* Task to complete
Return each line of the entries that holds the string "meet".

* Record extracts
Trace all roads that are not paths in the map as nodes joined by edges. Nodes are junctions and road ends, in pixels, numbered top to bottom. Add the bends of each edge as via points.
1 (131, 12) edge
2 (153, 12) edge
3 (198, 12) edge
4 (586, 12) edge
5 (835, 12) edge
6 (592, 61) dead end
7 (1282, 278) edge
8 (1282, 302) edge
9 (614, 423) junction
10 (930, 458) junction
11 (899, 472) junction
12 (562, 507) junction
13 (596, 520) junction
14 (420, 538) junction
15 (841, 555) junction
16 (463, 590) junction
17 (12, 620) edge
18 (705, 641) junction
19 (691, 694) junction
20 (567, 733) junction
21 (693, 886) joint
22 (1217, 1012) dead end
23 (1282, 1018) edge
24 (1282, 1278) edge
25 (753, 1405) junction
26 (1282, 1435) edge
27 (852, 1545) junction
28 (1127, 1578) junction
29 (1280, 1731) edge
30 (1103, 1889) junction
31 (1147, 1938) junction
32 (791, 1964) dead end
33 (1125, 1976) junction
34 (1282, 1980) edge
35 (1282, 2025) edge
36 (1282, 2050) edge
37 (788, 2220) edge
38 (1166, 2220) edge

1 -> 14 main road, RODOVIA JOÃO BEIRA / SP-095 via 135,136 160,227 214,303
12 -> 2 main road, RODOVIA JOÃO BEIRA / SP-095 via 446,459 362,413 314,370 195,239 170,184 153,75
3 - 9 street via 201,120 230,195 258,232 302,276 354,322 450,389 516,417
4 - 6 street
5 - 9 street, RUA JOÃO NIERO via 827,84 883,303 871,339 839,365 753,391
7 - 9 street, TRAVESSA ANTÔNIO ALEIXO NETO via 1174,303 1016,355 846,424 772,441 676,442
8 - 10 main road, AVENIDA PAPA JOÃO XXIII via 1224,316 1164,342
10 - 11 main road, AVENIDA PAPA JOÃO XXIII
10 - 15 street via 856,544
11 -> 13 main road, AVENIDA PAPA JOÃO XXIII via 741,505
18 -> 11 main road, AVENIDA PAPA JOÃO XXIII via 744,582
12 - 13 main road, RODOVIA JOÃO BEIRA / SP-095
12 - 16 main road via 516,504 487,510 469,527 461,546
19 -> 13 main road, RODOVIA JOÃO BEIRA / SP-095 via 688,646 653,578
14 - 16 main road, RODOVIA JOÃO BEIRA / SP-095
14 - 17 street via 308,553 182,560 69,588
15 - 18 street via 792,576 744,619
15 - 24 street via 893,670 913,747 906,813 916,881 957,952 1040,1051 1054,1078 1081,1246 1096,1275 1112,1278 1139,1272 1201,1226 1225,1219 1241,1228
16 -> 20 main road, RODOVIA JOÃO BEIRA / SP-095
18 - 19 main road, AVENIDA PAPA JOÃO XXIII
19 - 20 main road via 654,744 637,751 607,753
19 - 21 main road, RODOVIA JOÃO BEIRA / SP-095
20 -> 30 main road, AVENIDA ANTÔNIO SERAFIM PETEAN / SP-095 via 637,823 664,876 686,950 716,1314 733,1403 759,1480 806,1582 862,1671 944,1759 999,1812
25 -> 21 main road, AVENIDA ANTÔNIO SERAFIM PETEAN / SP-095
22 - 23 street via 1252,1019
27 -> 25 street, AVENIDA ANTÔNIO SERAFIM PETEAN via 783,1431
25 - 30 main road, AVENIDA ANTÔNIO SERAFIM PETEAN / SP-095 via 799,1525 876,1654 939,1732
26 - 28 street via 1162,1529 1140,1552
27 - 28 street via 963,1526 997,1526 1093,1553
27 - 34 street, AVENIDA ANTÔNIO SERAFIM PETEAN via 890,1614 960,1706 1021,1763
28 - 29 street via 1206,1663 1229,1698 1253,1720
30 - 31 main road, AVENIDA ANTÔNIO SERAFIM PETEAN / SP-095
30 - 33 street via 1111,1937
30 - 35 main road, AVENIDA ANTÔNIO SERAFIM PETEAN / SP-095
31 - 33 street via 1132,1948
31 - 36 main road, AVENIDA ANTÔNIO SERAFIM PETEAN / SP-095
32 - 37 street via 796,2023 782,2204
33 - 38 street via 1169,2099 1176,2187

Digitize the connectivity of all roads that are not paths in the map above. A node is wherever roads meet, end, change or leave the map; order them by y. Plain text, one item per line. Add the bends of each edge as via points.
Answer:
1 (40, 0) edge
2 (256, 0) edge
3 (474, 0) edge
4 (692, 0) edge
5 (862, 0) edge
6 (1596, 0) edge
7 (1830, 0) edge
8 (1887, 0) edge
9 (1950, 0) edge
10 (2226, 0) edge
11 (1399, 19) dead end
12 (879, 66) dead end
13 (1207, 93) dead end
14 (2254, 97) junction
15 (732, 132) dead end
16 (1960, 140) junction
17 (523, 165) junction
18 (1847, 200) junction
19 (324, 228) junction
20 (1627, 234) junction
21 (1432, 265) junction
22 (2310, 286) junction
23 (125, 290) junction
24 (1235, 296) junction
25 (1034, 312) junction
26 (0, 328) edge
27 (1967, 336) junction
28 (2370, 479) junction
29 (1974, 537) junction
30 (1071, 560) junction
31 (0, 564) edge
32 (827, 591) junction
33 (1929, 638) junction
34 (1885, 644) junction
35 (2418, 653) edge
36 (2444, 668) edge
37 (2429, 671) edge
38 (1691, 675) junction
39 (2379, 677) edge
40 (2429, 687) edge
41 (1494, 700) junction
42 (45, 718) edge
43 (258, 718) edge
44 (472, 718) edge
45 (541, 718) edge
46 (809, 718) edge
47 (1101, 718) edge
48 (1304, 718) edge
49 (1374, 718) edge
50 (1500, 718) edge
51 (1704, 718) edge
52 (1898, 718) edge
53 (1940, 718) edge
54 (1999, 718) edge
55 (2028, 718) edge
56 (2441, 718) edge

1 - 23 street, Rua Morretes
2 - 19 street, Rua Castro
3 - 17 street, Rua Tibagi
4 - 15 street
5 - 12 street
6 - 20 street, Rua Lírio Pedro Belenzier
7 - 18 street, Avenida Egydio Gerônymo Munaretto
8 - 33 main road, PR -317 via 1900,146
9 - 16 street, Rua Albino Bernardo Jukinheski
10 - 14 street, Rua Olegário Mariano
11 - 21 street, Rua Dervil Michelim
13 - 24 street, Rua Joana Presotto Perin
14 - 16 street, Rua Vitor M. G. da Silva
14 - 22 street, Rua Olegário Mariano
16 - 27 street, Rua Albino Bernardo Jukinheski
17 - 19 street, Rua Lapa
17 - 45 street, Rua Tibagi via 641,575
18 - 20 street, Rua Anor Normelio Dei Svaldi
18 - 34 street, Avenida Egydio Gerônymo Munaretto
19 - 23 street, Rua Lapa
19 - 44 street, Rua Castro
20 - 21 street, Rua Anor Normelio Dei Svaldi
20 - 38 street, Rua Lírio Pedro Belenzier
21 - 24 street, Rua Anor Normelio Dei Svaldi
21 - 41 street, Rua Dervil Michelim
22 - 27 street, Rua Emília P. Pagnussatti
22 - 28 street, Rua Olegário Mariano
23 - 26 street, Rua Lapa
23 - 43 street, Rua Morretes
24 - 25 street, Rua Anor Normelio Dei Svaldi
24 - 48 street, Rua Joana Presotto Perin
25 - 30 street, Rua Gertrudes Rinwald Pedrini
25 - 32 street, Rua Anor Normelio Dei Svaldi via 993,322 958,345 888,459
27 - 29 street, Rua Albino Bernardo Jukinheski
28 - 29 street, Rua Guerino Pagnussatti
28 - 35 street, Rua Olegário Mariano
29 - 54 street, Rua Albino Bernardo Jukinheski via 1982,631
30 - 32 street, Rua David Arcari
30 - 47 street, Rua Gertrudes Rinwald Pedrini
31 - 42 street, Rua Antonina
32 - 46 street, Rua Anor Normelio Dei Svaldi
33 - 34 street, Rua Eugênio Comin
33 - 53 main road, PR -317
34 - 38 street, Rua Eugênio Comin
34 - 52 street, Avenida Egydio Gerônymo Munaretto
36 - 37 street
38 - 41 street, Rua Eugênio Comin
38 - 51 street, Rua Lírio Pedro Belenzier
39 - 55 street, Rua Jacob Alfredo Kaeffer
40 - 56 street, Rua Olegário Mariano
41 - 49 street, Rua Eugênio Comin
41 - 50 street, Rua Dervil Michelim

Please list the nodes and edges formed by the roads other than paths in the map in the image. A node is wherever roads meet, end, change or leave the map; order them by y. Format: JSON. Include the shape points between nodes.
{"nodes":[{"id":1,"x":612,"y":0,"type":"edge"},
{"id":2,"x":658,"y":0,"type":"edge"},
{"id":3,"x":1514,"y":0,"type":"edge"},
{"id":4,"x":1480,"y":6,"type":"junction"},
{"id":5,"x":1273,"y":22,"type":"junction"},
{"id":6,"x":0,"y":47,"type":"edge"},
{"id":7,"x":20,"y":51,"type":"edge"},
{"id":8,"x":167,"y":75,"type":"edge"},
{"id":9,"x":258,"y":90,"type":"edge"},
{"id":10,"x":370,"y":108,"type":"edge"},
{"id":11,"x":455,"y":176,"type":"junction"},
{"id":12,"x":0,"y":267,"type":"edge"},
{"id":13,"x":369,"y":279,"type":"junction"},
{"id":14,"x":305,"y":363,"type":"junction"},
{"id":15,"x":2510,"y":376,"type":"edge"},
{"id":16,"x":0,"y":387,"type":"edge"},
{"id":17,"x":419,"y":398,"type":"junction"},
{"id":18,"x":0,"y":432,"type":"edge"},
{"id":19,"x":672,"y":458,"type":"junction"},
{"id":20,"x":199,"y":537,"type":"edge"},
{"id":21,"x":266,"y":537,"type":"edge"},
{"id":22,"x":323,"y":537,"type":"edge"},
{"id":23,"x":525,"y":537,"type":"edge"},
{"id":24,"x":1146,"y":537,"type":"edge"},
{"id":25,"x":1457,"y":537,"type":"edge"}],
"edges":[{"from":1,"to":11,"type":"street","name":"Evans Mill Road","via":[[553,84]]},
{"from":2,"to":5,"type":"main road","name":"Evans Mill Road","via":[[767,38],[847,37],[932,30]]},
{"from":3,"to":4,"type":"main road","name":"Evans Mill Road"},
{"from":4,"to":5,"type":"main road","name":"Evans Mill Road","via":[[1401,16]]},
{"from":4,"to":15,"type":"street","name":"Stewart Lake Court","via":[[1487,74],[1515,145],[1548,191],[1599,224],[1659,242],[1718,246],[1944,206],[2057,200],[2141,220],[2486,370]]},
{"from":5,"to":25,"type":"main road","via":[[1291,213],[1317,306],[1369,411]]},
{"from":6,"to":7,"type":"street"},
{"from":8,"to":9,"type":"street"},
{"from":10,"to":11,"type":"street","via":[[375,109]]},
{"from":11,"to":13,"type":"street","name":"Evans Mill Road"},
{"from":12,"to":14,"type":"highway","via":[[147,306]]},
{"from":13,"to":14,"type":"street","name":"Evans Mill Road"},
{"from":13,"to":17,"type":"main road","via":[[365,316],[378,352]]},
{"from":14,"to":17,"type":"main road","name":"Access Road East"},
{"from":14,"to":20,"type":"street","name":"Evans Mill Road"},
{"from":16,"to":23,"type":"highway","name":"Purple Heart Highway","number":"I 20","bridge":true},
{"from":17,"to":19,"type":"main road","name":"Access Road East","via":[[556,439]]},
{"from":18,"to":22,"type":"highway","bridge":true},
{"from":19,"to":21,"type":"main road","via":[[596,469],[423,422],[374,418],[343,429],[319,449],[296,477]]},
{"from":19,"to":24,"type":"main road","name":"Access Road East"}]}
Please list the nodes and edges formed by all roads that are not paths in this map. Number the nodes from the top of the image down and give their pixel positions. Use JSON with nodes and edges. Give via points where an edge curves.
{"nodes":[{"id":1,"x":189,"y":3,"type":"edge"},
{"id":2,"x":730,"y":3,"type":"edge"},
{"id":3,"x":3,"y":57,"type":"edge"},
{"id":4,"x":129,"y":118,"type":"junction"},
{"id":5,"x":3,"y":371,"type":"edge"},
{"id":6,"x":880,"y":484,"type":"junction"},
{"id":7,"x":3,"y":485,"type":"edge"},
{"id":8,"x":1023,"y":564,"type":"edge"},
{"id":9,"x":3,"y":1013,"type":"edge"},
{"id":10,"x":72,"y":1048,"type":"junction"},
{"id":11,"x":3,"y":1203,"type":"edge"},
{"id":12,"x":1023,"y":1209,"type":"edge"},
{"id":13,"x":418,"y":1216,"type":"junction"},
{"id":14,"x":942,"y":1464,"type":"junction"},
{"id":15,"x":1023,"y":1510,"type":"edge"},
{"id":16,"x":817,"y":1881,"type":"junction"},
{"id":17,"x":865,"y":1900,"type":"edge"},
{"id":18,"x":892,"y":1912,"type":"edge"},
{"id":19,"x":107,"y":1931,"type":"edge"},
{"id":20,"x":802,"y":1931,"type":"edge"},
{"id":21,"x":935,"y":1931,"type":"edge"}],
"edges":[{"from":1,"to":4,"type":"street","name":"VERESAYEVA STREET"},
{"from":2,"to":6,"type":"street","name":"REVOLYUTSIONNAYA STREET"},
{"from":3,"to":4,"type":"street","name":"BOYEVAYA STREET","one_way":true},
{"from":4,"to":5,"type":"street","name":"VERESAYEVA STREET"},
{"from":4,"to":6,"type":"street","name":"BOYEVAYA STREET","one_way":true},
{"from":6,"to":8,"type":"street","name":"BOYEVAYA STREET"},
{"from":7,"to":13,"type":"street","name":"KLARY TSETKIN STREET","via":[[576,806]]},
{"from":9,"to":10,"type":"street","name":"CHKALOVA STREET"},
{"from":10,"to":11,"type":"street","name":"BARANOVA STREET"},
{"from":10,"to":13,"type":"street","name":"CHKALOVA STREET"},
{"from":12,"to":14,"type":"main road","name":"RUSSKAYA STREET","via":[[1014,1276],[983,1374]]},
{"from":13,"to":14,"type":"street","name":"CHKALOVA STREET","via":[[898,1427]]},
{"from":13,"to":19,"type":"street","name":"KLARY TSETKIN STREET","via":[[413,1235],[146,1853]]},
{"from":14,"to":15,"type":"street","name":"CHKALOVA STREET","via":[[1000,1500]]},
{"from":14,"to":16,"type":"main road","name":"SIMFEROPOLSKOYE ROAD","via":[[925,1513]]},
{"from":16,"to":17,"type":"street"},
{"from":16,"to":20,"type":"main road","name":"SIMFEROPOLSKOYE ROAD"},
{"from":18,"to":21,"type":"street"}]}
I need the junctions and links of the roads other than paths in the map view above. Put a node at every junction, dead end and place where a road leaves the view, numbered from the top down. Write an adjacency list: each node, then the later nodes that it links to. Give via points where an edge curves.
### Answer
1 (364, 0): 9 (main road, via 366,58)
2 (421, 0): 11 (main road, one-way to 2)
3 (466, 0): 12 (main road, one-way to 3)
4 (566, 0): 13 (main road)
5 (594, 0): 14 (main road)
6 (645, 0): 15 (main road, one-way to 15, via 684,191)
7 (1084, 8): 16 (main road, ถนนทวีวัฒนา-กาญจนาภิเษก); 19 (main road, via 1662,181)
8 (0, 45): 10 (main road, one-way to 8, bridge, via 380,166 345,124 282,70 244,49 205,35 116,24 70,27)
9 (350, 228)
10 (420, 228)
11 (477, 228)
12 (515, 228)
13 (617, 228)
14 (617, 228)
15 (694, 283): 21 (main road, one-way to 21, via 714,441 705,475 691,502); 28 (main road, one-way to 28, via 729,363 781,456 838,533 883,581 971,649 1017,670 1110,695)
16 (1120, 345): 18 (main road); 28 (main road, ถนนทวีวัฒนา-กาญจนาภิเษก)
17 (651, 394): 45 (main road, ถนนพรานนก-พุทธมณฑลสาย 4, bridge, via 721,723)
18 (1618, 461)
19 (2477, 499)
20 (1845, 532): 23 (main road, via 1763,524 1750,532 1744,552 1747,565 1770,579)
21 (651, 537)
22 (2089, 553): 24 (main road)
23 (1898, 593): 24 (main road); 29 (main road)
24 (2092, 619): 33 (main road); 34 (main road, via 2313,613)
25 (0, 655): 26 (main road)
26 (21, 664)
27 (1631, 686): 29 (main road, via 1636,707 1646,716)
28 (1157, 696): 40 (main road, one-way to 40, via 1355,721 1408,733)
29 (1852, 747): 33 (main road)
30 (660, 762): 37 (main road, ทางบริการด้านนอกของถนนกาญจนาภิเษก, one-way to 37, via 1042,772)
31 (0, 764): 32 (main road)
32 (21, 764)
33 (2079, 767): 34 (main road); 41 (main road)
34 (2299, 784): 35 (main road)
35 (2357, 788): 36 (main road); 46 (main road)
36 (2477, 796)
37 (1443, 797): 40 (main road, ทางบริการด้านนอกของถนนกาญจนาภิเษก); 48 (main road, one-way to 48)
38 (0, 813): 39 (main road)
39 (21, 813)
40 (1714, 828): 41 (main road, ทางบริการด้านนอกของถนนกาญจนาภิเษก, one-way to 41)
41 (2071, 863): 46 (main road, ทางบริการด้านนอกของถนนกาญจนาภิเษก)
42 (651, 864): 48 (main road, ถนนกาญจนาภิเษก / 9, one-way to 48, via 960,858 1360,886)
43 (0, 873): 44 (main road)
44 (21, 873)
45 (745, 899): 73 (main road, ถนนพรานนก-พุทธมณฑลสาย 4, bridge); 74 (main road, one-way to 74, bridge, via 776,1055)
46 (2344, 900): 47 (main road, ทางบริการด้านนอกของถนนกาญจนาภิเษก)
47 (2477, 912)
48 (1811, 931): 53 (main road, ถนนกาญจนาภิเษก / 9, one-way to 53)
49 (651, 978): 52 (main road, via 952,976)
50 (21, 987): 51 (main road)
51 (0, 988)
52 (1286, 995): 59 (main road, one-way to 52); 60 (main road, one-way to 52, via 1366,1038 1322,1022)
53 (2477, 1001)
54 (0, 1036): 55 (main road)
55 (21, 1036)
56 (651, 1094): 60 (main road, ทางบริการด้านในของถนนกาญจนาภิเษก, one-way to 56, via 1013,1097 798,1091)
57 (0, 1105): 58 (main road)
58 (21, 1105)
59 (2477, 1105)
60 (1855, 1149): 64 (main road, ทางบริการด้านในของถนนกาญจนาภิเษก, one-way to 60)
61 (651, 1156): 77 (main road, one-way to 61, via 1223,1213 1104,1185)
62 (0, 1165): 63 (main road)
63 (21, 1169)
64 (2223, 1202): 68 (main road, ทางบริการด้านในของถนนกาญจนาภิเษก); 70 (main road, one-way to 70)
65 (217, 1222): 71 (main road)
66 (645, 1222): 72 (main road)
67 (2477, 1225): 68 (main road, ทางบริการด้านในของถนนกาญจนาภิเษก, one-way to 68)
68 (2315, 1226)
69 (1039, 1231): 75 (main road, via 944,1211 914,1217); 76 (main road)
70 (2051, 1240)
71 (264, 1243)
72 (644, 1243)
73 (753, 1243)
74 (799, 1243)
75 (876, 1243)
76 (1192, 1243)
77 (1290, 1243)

* Exercise output
Digitize the connectivity of all roads that are not paths in the map above. A node is wherever roads meet, end, change or leave the map; order them by y. Plain text, one item per line. Add the bends of each edge as via points.
Please list the nodes and edges formed by the roads other than paths in the map in the image. A node is wherever roads meet, end, change or leave the map; order them by y. Format: JSON. Include the shape points between nodes.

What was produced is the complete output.